If you have keybindings setup to jump between diagnostics, something like:

vim.keymap.set("n", "]w", function() vim.diagnostic.jump({ count = 1 }) end)
vim.keymap.set("n", "[w", function() vim.diagnostic.jump({ count = -1 }) end)

…then you can use those to jump between misspelled words (along with any other warnings).

However, what if ths was actually a word you wanted to ignore? (In code, you can use # codespell:ignore to force it to ignore a single line, but that does not scale well)

Both vim and neovim do have a way for you to maintain a list of good/wrong words. For more info you can take a look at the spell docs, but basically, you can use zg to mark a word as good, zw to mark it as wrong. That adds words to your spellfile, one per line.

As it would happen, codespell has a CLI flag --ignore-words=FILE that lets you pass it a file with words to ignore, so the basic plan is to:

  • Set an environment variable that lets me point the builtin nvim spellfile and --ignore-words at the same file
  • Create a wrapper script that checks for that environment variable and calls codespell
  • Update the nvim-lint configuration to point at the wrapper script

In my shell profile, I set:

export NVIM_SPELLFILE=~/Documents/.nvim_spelldir/en.utf-8.add

…mostly so my wordlist gets saved somewhere I remember, and I don’t lose it when I eventually switch computers.

(remember to mkdir ~/Documents/.nvim_spelldir so that doesn’t fail to write)

Create a wrapper script, codespell-conf, that uses that as an ignorelist, passing any additional arguments onto codespell:

#!/bin/sh
exec codespell --ignore-words="$NVIM_SPELLFILE" "$@"

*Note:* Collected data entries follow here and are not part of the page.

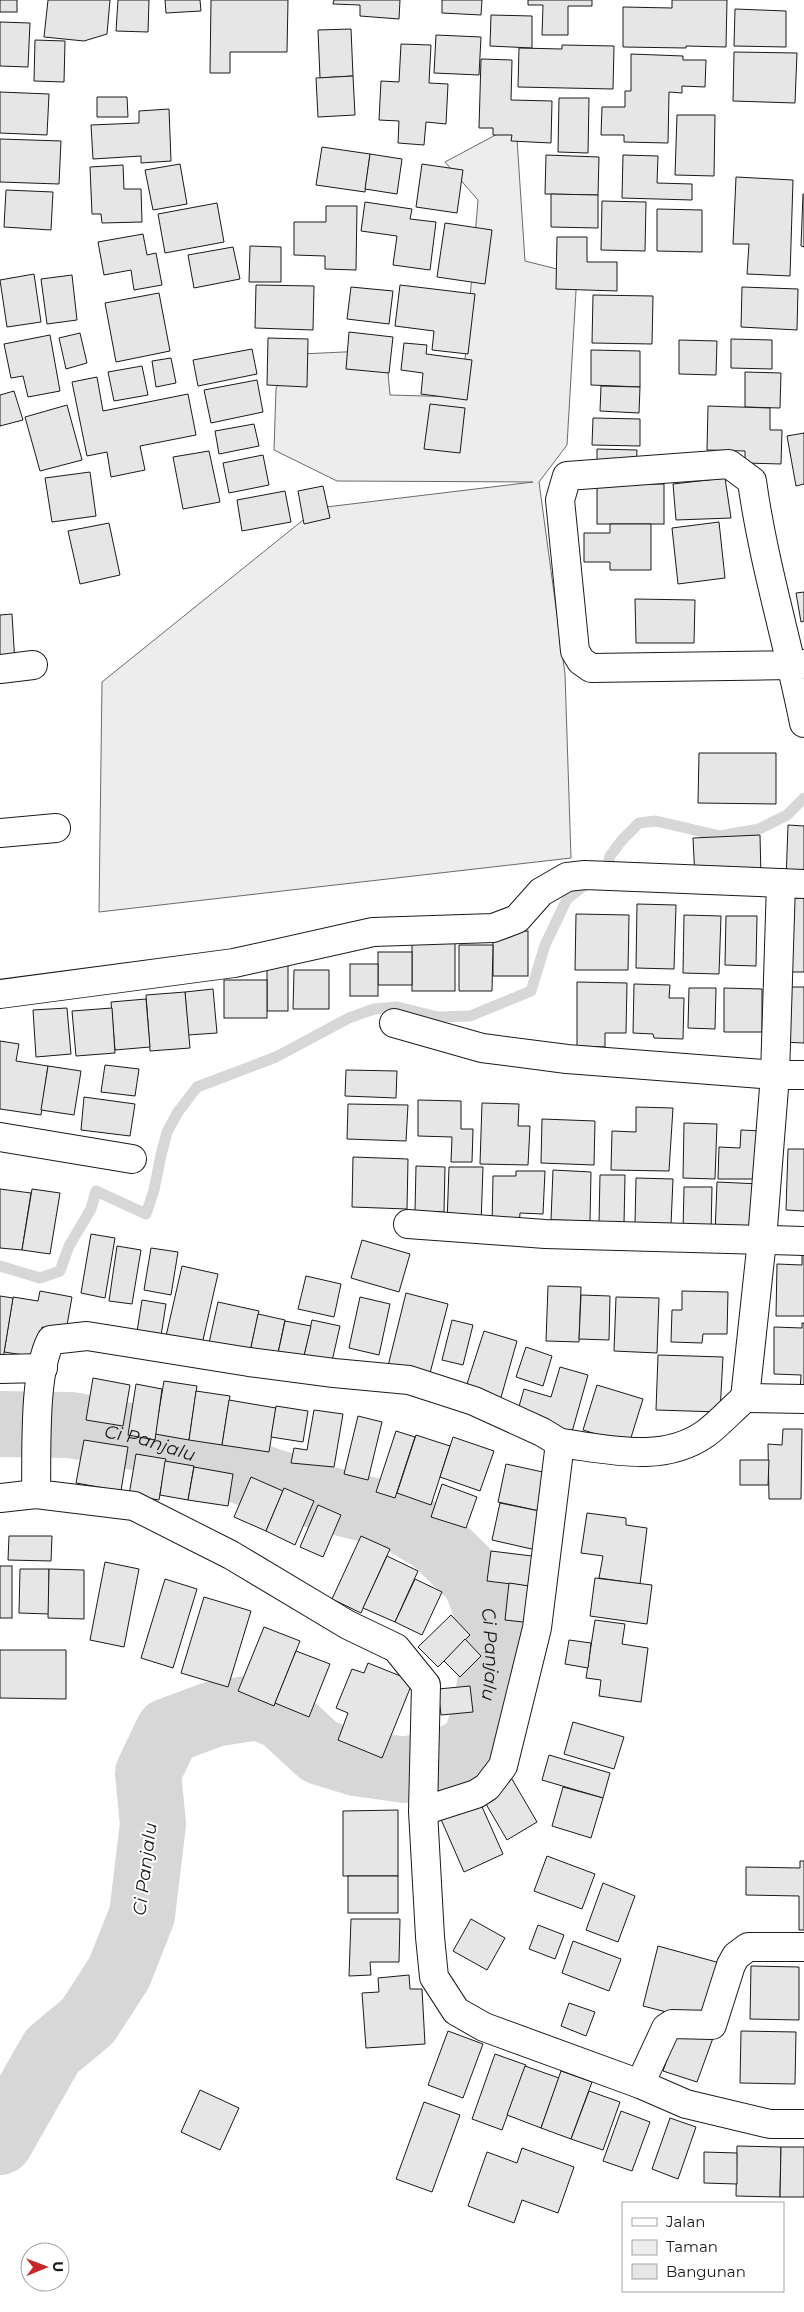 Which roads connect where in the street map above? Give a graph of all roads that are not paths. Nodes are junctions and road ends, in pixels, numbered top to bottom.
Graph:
1 (798, 664) edge
2 (33, 665) dead end
3 (0, 669) edge
4 (804, 723) edge
5 (56, 828) dead end
6 (0, 833) edge
7 (793, 884) edge
8 (0, 994) edge
9 (394, 1023) dead end
10 (804, 1075) edge
11 (775, 1076) junction
12 (0, 1137) edge
13 (132, 1159) dead end
14 (408, 1224) dead end
15 (762, 1240) junction
16 (804, 1241) edge
17 (0, 1369) edge
18 (41, 1378) junction
19 (745, 1398) junction
20 (804, 1399) edge
21 (560, 1443) junction
22 (36, 1494) junction
23 (0, 1498) edge
24 (423, 1806) junction
25 (804, 1948) edge
26 (640, 2084) junction
27 (804, 2124) edge

1 - 1 street
1 - 4 street
2 - 3 street
5 - 6 street
7 - 8 street
7 - 11 street
9 - 11 street
10 - 11 street
11 - 15 street
12 - 13 street
14 - 15 street
15 - 16 street
15 - 19 street
17 - 18 street
18 - 21 street
18 - 22 street
19 - 20 street
19 - 21 street
21 - 24 street
22 - 23 street
22 - 24 street
24 - 26 street
25 - 26 street
26 - 27 street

Update my init.lua to use the environment variable NVIM_SPELLFILE as the location for its spellfile, and add a custom command so I can quickly edit it if I want:

-- save spellfile to my Documents
local os = require("os")
local spellfile = os.getenv("NVIM_SPELLFILE")
if spellfile then
    vim.opt.spellfile = spellfile
    -- running :Spellfile edits the file in nvim
    vim.api.nvim_create_user_command("Spellfile", function()
        vim.cmd.edit(spellfile)
    end, {
        desc = "open the spellfile for me to edit",
    })
end

Update the nvim-lint configuration so it uses the custom command:

return {
    "mfussenegger/nvim-lint",
    event = { "BufReadPre", "BufNewFile" },
    config = function()
        -- set the 'cmd' field
        require("lint.linters.codespell").cmd = "codespell-conf"

        local lint = require("lint")

        -- updates the diagnostics when you open, and after you save the file
        vim.api.nvim_create_autocmd({ "BufEnter", "BufWritePost" }, {
            group = vim.api.nvim_create_augroup("RunLinter", { clear = true }),
            callback = function()
                lint.try_lint("codespell")
            end,
        })
    end,
}

And that’s it! If you then hover a word that codespell thinks is misspelled and press zg, it gets added to the internal nvim wordlist, and (after a BufWritePost (writing the file)) gets ignored by codespell.